The facts of the matter are that the Canaanites, whom God’s people were to destroy, were destroyed for their wickedness (Deuteronomy 9:4; 18:9-12; Leviticus 18:24-25,27-28). Canaanite culture and religion in the second millennium B.C. were polluted, corrupt, and perverted. No doubt the people were physically diseased from their illicit behavior. There simply was no viable solution to their condition except destruction. Their moral depravity was “full” (Genesis 15:16). They had slumped to such an immoral, depraved state, with no hope of recovery, that their existence on this Earth had to be terminated—just like in Noah’s day when God waited while Noah preached for years, but was unable to turn the world’s population from its wickedness (Genesis 6:3,5-7; 1 Peter 3:20; 2 Peter 3:5-9). Including the children in the destruction of such populations actually spared them from a worse condition—that of being reared to be as wicked as their parents and thus face eternal punishment. All persons who die in childhood, according to the Bible, are ushered to Paradise and will ultimately reside in Heaven. Children who have parents who are evil must naturally suffer innocently while on Earth (e.g., Numbers 14:33).
Those who disagree with God’s annihilation of the wicked in the Old Testament have the same liberal attitude that has come to prevail in America just in the last half century. That attitude has typically opposed capital punishment, as well as the corporal punishment of children. Such people simply cannot see the rightness of evildoers being punished by execution or physical pain. Nevertheless, their view is skewed—and the rest of us are being forced to live with the results of their warped thinking: undisciplined, out-of-control children are wreaking havoc on our society by perpetrating crime to historically, all-time high levels.

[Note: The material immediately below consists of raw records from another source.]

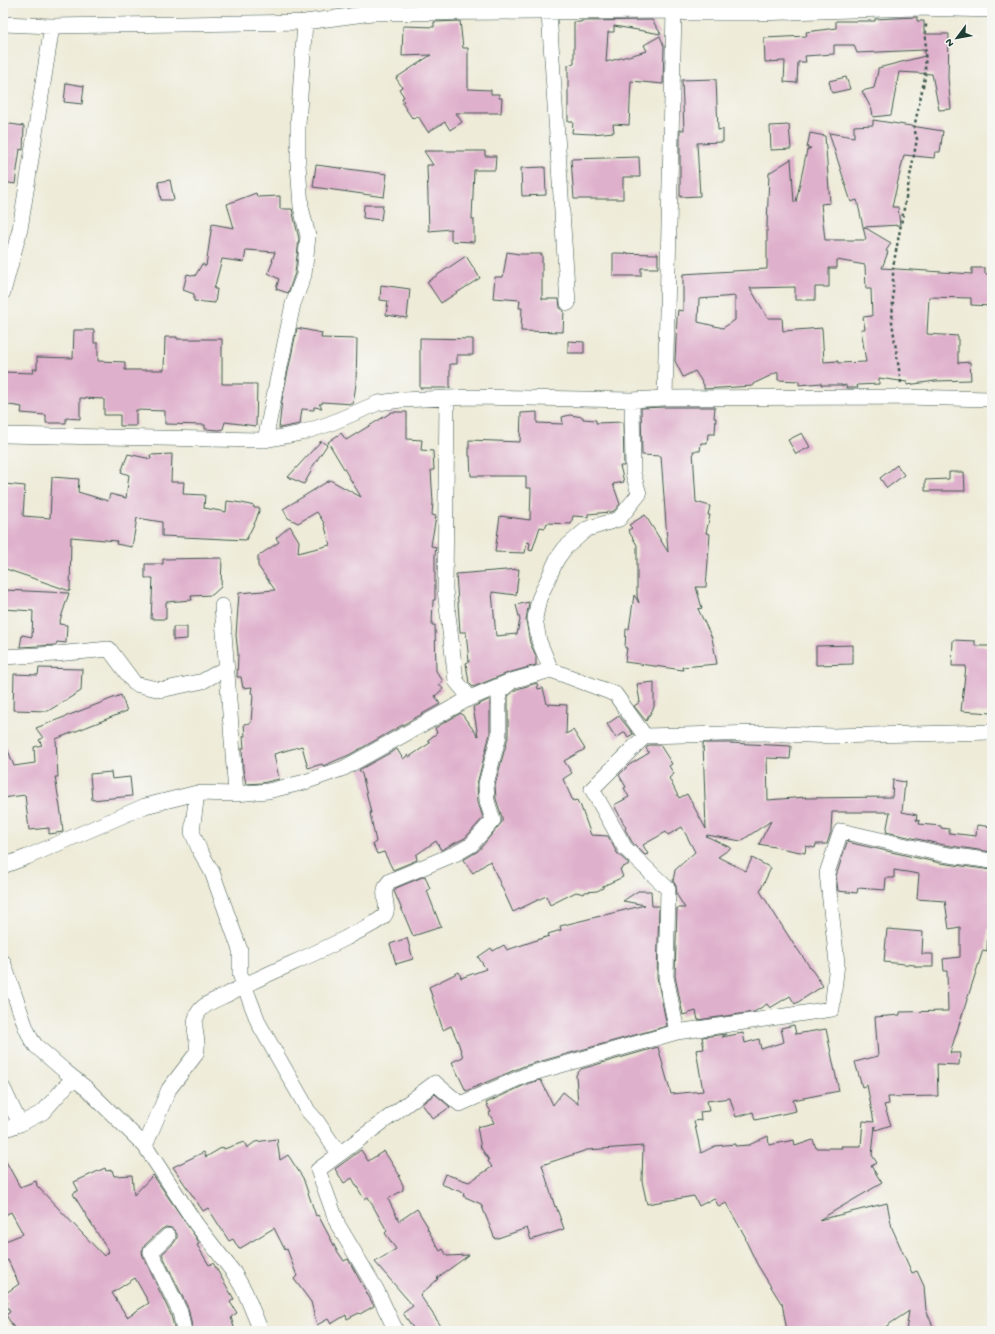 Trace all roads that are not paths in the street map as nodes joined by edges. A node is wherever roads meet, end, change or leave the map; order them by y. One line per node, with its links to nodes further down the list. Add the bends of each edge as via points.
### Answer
1 (916, 6): 2 (street); 4 (street)
2 (754, 8): 3 (street)
3 (684, 9): 5 (street); 12 (street)
4 (992, 10)
5 (549, 13): 6 (street, via 372,13); 10 (street)
6 (305, 22): 8 (street); 16 (street, via 298,164 301,207 308,236 304,274 293,304)
7 (3, 24): 8 (street)
8 (52, 26): 9 (street, via 20,229)
9 (3, 292)
10 (568, 303)
11 (447, 398): 14 (street); 16 (street, via 378,403 329,424); 22 (street, via 445,590 456,681)
12 (665, 398): 13 (street); 14 (street)
13 (992, 399)
14 (632, 400): 20 (street, via 633,473 639,494 619,519 587,530 565,548 557,559 539,599 535,618 539,641)
15 (3, 435): 16 (street)
16 (265, 440)
17 (222, 606): 19 (street)
18 (3, 657): 19 (street, via 109,649 135,684 161,690 203,681)
19 (226, 668): 26 (street)
20 (551, 670): 21 (street); 24 (street, via 615,694)
21 (511, 681): 22 (street); 30 (street, via 499,692 500,735 486,784 487,801 493,820 480,836 457,853 390,881 384,891 385,915 376,922 319,952)
22 (470, 698): 26 (street, via 344,768 305,782 268,791)
23 (992, 732): 24 (street, via 832,736 761,733)
24 (645, 736): 31 (street, via 592,789 625,848 668,889 666,977)
25 (198, 793): 26 (street); 28 (street, via 145,806); 30 (street, via 192,832 212,872 240,950 240,974)
26 (236, 794)
27 (992, 861): 31 (street, via 942,854 841,831 827,873 837,963 832,1009)
28 (3, 866)
29 (3, 962): 32 (street, via 31,1039)
30 (244, 985): 36 (street, via 203,1007 198,1014 194,1026 198,1050 169,1089); 37 (street, via 259,1024 308,1111)
31 (677, 1032): 37 (street, via 526,1075 460,1104 435,1083)
32 (73, 1078): 34 (street, via 43,1112); 36 (street)
33 (3, 1088): 34 (street)
34 (20, 1124): 35 (street)
35 (3, 1130)
36 (145, 1146): 40 (street, via 196,1224 234,1273 245,1292)
37 (339, 1154): 41 (street, via 318,1170 338,1225 376,1289)
38 (168, 1236): 39 (street, via 151,1252 180,1312)
39 (184, 1331)
40 (260, 1331)
41 (396, 1331)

Those who reject the ethics of God’s destructive activity in the Old Testament, to be consistent, must reject Jesus and the New Testament. Over and over again, Jesus and the New Testament writers endorsed and defended such activity (e.g., Luke 13:1-9; 12:5; 17:29-32; 10:12; Hebrews 10:26-31). The Bible provides the only logical, sensible, meaningful, consistent explanation regarding the principles of retribution, punishment, and the conditions under which physical life may be extinguished.
REFERENCE
Sartre, Jean Paul, (1961), “Existentialism and Humanism,” French Philosophers from Descartes to Sartre, ed. Leonard M. Marsak (New York: Meridian).